Toutes les fonctions ne sont pas mémorisables. Le premier argument doit être un objet, un tableau ou une fonction. Il devrait être utilisable comme clé pour WeakMap.
box (fn) => memoizedFn2 (box, ... args)
c'est la même fonction, juste appliquée deux fois. Une fois pour fn, une fois pour memoizedFn, en ajoutant une clé de tête aux arguments. Cela pourrait rendre n'importe quelle fonction mémorable.
C'est assez déclaratif - hé fonction! Je vais stocker les résultats dans cette case.
Si vous encadrez la fonction déjà mémorisée - vous augmentez les chances de mémorisation, comme la mémorisation par instance - vous pouvez créer une cascade de mémorisation.
const selectSomethingFromTodo = (state, prop) => ... const selector = kashe(selectSomethingFromTodo); const boxedSelector = kashe(selector); class Component { render () { const result = boxedSelector(this, todos, this.props.todoId);
boîte de réception (fn) => memoizedFn2 (box, ... args)
celui-ci est opposé à la boîte, mais fait presque la même chose, commandant au cache imbriqué de stocker les données dans la boîte fournie. D'un point de vue - cela réduit la probabilité de mémorisation (il n'y a pas de cascade de mémorisation), mais d'un autre - il supprime les collisions de cache et aide à isoler les processus s'ils ne doivent pas interférer les uns avec les autres pour quelque raison que ce soit.
C'est assez déclaratif - hé! Tout le monde à l'intérieur! Voici une boite à utiliser
const getAndSet = (task, number) => task.value + number; const memoized = kashe(getAndSet); const inboxed = inbox(getAndSet); const doubleBoxed = inbox(memoized); memoized(task, 1)
fork (kashe-memoized) => kashe-memoized
Fork est un vrai fork - il obtient n'importe quelle fonction mémorisée par kashe et retourne la même chose, mais avec une autre entrée de cache interne. Rappelez-vous la méthode d'usine redux mapStateToProps?
const mapStateToProps = () => {
Resélectionnez
Et il y a encore une chose que vous devez savoir - kashe pourrait remplacer resélectionner. Littéralement.

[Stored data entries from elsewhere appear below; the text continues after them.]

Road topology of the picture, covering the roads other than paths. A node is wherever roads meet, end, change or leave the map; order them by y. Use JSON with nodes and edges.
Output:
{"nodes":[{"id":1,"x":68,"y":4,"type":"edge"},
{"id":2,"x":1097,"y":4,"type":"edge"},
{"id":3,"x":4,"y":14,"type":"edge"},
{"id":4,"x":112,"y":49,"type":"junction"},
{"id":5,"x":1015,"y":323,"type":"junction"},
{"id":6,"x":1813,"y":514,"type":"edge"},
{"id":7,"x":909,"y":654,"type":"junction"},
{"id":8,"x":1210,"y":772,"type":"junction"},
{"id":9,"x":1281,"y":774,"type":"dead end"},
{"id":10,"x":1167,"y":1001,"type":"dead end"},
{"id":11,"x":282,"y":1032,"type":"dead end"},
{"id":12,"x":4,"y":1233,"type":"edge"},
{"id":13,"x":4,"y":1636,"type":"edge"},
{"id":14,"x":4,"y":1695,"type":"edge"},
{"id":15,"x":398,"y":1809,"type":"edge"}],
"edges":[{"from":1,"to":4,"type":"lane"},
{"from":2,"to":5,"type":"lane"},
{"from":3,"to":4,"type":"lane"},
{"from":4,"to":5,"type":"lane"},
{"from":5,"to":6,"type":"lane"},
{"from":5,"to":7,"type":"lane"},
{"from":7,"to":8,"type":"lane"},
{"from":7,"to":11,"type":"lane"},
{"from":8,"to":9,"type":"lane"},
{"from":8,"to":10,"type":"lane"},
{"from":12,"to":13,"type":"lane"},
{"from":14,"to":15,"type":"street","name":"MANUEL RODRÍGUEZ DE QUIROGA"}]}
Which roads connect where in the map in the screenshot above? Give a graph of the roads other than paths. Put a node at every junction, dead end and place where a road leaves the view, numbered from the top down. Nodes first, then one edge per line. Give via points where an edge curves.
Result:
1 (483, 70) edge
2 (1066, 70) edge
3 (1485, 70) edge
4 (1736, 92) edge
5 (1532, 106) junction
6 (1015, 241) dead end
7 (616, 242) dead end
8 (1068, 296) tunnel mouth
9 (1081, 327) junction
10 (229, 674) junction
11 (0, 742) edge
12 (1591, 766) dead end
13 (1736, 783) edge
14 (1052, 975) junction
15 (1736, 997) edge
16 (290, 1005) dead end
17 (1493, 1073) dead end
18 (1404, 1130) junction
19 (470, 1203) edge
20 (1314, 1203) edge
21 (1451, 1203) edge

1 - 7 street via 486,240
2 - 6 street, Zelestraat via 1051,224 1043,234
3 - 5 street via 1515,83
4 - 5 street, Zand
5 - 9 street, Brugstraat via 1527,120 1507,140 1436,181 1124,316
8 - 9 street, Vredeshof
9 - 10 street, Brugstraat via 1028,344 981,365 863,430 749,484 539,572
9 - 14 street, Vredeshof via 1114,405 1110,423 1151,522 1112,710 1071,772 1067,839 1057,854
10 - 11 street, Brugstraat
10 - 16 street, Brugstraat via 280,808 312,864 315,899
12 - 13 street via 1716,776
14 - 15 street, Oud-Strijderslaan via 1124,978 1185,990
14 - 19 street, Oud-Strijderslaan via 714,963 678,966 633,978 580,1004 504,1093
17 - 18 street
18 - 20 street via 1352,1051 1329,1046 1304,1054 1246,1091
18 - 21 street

import { createSelector } from 'kashe/reselect';
C'est en fait la même resélection, juste créée avec kashe comme fonction de mémorisation.
Codesandbox
Voici un petit exemple pour jouer avec. Vous pouvez également vérifier les tests - ils sont compacts et solides.
Si vous voulez en savoir plus sur la mise en cache et la mémorisation - vérifiez comment j'ai écrit la bibliothèque de mémorisation la plus rapide il y a un an.
PS: Il convient de mentionner que la version la plus simple de cette approche - faible-mémorisation - est utilisée dans emotion-js pendant un certain temps. Rien à redire. nano-memoize utilise également WeakMaps pour un cas d'argument unique.
Vous avez compris? Une approche plus «faible» vous aiderait à mieux vous souvenir de quelque chose et à mieux l'oublier.
https://github.com/theKashey/kashe
Ouais, au sujet d'oublier quelque chose, - pourriez-vous s'il vous plaît regarder ici?